**Brief**
When a line in the data below includes "sansen", pick it out and copy it.

**Extracted entries**
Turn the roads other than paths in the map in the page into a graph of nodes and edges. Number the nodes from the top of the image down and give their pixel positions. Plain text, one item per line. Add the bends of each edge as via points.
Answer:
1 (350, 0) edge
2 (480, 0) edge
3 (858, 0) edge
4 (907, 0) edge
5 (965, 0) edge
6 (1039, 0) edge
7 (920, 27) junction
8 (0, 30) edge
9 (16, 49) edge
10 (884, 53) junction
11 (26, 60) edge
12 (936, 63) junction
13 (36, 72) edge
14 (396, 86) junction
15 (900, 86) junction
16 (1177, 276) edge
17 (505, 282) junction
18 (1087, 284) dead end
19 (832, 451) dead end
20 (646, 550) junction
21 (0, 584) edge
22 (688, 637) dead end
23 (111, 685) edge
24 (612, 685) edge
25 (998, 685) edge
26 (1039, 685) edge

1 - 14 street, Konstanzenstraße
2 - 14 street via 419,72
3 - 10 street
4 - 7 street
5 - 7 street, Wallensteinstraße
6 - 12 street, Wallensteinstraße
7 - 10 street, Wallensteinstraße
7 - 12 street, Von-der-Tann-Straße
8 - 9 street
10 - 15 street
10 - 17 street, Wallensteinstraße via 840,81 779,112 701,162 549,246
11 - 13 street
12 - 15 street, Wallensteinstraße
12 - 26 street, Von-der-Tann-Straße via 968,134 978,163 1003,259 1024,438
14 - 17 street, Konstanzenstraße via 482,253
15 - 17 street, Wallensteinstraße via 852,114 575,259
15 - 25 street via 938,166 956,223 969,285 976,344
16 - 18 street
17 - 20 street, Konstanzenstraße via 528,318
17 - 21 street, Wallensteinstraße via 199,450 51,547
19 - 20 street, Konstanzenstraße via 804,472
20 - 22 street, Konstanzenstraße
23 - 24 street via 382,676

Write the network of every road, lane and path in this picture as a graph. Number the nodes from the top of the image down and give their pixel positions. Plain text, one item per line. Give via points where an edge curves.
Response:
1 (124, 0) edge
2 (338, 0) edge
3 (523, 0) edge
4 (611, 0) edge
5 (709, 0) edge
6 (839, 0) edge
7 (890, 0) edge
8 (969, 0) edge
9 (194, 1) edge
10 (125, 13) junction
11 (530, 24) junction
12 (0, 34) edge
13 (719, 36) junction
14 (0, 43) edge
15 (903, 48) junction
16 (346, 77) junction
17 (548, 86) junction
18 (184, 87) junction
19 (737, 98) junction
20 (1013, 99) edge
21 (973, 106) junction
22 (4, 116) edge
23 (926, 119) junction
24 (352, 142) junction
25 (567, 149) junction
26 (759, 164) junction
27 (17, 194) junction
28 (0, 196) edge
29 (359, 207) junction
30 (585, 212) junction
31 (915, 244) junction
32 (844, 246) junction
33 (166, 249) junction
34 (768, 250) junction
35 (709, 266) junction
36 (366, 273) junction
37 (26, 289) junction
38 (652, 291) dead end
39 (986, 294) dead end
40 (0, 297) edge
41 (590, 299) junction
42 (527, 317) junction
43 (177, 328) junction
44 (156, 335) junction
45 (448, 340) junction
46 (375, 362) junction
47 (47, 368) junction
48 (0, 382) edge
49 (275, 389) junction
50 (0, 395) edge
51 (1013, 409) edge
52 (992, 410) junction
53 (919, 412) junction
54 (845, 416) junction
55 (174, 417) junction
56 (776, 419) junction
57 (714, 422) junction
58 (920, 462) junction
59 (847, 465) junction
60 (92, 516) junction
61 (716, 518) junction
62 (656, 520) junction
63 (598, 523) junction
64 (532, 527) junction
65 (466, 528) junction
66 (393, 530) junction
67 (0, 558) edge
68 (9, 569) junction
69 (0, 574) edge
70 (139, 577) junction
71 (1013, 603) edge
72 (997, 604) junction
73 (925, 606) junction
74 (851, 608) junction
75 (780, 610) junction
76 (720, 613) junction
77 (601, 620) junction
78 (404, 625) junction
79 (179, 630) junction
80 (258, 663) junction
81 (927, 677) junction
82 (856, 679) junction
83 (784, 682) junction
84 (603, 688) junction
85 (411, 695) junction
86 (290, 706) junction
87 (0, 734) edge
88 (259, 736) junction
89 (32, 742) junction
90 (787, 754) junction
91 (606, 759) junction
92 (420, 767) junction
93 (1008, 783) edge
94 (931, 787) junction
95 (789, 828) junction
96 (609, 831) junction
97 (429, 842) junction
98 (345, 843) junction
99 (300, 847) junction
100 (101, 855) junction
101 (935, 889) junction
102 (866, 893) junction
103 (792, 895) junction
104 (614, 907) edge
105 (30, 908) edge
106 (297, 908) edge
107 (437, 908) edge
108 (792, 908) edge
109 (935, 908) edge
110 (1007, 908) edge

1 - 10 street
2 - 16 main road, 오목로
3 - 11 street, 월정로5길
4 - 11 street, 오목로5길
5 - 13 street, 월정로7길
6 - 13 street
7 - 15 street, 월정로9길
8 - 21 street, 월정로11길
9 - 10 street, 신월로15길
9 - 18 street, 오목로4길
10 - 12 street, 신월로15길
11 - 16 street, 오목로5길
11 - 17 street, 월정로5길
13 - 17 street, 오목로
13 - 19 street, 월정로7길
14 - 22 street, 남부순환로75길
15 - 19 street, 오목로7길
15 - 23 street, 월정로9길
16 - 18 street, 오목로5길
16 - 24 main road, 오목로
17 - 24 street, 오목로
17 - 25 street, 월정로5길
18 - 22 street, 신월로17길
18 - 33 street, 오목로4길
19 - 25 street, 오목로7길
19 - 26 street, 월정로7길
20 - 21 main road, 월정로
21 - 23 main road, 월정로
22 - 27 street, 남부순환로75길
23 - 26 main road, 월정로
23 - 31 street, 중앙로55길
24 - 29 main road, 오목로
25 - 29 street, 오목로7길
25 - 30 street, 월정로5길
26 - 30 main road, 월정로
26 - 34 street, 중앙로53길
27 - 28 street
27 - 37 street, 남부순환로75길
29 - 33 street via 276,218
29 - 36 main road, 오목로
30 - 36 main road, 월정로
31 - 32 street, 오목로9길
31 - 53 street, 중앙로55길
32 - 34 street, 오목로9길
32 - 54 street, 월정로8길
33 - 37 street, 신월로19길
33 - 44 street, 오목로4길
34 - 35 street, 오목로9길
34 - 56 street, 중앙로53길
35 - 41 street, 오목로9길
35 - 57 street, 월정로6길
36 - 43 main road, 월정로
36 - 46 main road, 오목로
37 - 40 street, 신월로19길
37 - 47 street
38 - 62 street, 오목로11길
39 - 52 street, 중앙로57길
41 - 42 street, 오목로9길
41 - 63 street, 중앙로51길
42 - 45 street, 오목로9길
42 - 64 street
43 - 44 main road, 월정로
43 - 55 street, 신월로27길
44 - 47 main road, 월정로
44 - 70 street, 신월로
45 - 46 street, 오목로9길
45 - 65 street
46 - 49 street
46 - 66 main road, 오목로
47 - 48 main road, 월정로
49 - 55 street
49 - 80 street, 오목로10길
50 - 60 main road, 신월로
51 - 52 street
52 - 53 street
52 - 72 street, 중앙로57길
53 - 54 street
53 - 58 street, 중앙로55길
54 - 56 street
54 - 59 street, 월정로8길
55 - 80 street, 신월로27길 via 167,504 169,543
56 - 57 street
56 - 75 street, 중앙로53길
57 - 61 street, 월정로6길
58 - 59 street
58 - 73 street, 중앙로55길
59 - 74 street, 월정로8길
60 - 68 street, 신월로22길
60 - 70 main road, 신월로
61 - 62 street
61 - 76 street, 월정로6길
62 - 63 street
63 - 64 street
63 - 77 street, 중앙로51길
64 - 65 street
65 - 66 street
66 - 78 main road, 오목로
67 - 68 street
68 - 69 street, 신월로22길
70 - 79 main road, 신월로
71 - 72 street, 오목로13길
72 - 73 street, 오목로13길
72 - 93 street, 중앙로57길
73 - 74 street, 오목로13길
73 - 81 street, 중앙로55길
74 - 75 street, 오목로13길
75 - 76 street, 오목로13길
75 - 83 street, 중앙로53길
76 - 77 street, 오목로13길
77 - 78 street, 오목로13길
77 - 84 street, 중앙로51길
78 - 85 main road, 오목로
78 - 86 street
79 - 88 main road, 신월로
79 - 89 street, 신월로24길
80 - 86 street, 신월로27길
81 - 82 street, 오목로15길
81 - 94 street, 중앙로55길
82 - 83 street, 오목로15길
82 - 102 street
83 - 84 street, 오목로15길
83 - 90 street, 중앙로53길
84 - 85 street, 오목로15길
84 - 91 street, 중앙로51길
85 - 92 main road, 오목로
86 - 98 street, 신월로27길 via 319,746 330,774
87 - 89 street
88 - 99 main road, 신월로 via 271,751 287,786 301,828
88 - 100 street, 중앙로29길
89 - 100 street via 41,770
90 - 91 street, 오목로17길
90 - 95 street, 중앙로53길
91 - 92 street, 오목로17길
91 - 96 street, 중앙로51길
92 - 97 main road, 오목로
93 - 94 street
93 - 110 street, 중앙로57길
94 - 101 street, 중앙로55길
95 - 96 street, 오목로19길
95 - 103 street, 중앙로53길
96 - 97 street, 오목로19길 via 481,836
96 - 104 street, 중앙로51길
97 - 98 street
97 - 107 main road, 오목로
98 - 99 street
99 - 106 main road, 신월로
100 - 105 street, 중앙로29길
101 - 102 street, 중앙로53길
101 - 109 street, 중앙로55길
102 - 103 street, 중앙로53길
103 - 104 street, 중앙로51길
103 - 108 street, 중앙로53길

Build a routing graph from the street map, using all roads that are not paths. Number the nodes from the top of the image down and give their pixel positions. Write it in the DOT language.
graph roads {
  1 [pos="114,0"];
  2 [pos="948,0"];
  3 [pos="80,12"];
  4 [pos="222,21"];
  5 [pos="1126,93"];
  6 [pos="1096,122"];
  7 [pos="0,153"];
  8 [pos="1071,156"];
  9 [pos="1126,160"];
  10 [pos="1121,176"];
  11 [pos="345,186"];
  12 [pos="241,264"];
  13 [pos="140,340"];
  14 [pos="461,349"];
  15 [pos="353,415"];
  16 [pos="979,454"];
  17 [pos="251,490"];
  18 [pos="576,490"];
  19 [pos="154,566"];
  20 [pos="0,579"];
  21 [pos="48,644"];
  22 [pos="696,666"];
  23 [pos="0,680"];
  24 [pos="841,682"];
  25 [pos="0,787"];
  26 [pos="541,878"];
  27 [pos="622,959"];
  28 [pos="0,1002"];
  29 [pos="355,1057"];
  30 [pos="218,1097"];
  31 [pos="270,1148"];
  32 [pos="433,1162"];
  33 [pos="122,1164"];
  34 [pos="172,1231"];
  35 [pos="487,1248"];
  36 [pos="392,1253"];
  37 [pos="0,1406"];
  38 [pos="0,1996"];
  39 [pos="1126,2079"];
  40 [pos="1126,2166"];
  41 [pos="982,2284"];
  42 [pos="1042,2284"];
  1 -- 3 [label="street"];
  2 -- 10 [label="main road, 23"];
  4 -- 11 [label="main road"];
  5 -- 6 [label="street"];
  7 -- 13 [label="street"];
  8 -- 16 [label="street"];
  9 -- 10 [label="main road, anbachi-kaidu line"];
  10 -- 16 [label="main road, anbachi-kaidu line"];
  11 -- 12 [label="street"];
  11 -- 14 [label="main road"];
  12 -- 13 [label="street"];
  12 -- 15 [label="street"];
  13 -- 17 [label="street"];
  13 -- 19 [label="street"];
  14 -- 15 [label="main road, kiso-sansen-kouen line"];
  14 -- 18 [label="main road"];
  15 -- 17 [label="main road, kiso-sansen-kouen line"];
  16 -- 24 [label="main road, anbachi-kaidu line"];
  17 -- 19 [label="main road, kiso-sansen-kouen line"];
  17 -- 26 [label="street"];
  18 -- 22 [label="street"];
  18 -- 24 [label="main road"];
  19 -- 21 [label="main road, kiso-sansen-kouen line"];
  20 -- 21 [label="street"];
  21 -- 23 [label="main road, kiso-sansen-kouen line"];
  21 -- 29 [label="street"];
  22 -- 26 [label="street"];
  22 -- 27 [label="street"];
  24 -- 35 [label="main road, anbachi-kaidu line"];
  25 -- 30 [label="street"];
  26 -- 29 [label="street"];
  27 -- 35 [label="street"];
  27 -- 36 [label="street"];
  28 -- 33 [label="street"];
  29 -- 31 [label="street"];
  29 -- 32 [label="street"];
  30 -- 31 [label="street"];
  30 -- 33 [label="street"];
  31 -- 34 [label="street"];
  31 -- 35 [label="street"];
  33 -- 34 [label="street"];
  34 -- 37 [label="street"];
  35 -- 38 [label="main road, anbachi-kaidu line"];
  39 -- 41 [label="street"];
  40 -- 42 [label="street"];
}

**Exercise output**
  14 -- 15 [label="main road, kiso-sansen-kouen line"];
  15 -- 17 [label="main road, kiso-sansen-kouen line"];
  17 -- 19 [label="main road, kiso-sansen-kouen line"];
  19 -- 21 [label="main road, kiso-sansen-kouen line"];
  21 -- 23 [label="main road, kiso-sansen-kouen line"];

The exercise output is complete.